Data entries:
============

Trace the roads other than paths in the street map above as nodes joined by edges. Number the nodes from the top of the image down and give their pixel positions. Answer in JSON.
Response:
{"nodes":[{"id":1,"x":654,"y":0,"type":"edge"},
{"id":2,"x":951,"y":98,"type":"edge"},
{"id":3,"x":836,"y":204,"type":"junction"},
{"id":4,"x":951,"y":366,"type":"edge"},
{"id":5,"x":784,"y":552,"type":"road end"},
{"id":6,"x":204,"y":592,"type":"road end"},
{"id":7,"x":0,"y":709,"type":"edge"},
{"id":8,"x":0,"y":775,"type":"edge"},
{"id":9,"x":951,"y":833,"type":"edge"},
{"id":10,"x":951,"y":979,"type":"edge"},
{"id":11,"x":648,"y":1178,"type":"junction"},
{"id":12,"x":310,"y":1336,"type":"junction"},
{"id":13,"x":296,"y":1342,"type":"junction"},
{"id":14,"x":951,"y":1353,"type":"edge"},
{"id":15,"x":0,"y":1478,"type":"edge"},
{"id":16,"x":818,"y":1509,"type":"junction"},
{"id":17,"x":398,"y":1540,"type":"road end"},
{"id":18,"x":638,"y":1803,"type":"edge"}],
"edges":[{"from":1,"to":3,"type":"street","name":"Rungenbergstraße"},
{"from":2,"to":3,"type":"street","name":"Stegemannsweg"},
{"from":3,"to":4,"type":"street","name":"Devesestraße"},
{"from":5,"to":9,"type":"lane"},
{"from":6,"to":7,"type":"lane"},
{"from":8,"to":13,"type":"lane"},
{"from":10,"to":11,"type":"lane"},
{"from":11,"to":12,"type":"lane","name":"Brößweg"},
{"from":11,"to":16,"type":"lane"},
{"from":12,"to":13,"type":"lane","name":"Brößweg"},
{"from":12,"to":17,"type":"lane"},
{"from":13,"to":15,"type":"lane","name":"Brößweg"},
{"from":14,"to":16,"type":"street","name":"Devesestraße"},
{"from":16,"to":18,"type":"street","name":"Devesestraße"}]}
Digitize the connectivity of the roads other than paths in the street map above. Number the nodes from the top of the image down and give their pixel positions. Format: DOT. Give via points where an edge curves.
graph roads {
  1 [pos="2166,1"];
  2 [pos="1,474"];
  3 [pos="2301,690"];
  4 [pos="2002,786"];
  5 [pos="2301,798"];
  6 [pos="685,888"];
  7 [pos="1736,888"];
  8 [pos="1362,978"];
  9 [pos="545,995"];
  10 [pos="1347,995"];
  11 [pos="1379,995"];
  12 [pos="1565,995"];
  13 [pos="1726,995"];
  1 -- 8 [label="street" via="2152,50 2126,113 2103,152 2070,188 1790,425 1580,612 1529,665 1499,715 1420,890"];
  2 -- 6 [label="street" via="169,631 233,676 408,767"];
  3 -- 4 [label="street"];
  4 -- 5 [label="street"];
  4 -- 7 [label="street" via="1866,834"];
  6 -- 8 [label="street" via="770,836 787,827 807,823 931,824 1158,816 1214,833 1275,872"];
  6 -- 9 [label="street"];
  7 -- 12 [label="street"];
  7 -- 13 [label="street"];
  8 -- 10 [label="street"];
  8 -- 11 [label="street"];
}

============

To do: Could you set down every record exactly as given?

Output of the task:
Trace the roads other than paths in the street map above as nodes joined by edges. Number the nodes from the top of the image down and give their pixel positions. Answer in JSON.
Response:
{"nodes":[{"id":1,"x":654,"y":0,"type":"edge"},
{"id":2,"x":951,"y":98,"type":"edge"},
{"id":3,"x":836,"y":204,"type":"junction"},
{"id":4,"x":951,"y":366,"type":"edge"},
{"id":5,"x":784,"y":552,"type":"road end"},
{"id":6,"x":204,"y":592,"type":"road end"},
{"id":7,"x":0,"y":709,"type":"edge"},
{"id":8,"x":0,"y":775,"type":"edge"},
{"id":9,"x":951,"y":833,"type":"edge"},
{"id":10,"x":951,"y":979,"type":"edge"},
{"id":11,"x":648,"y":1178,"type":"junction"},
{"id":12,"x":310,"y":1336,"type":"junction"},
{"id":13,"x":296,"y":1342,"type":"junction"},
{"id":14,"x":951,"y":1353,"type":"edge"},
{"id":15,"x":0,"y":1478,"type":"edge"},
{"id":16,"x":818,"y":1509,"type":"junction"},
{"id":17,"x":398,"y":1540,"type":"road end"},
{"id":18,"x":638,"y":1803,"type":"edge"}],
"edges":[{"from":1,"to":3,"type":"street","name":"Rungenbergstraße"},
{"from":2,"to":3,"type":"street","name":"Stegemannsweg"},
{"from":3,"to":4,"type":"street","name":"Devesestraße"},
{"from":5,"to":9,"type":"lane"},
{"from":6,"to":7,"type":"lane"},
{"from":8,"to":13,"type":"lane"},
{"from":10,"to":11,"type":"lane"},
{"from":11,"to":12,"type":"lane","name":"Brößweg"},
{"from":11,"to":16,"type":"lane"},
{"from":12,"to":13,"type":"lane","name":"Brößweg"},
{"from":12,"to":17,"type":"lane"},
{"from":13,"to":15,"type":"lane","name":"Brößweg"},
{"from":14,"to":16,"type":"street","name":"Devesestraße"},
{"from":16,"to":18,"type":"street","name":"Devesestraße"}]}
Digitize the connectivity of the roads other than paths in the street map above. Number the nodes from the top of the image down and give their pixel positions. Format: DOT. Give via points where an edge curves.
graph roads {
  1 [pos="2166,1"];
  2 [pos="1,474"];
  3 [pos="2301,690"];
  4 [pos="2002,786"];
  5 [pos="2301,798"];
  6 [pos="685,888"];
  7 [pos="1736,888"];
  8 [pos="1362,978"];
  9 [pos="545,995"];
  10 [pos="1347,995"];
  11 [pos="1379,995"];
  12 [pos="1565,995"];
  13 [pos="1726,995"];
  1 -- 8 [label="street" via="2152,50 2126,113 2103,152 2070,188 1790,425 1580,612 1529,665 1499,715 1420,890"];
  2 -- 6 [label="street" via="169,631 233,676 408,767"];
  3 -- 4 [label="street"];
  4 -- 5 [label="street"];
  4 -- 7 [label="street" via="1866,834"];
  6 -- 8 [label="street" via="770,836 787,827 807,823 931,824 1158,816 1214,833 1275,872"];
  6 -- 9 [label="street"];
  7 -- 12 [label="street"];
  7 -- 13 [label="street"];
  8 -- 10 [label="street"];
  8 -- 11 [label="street"];
}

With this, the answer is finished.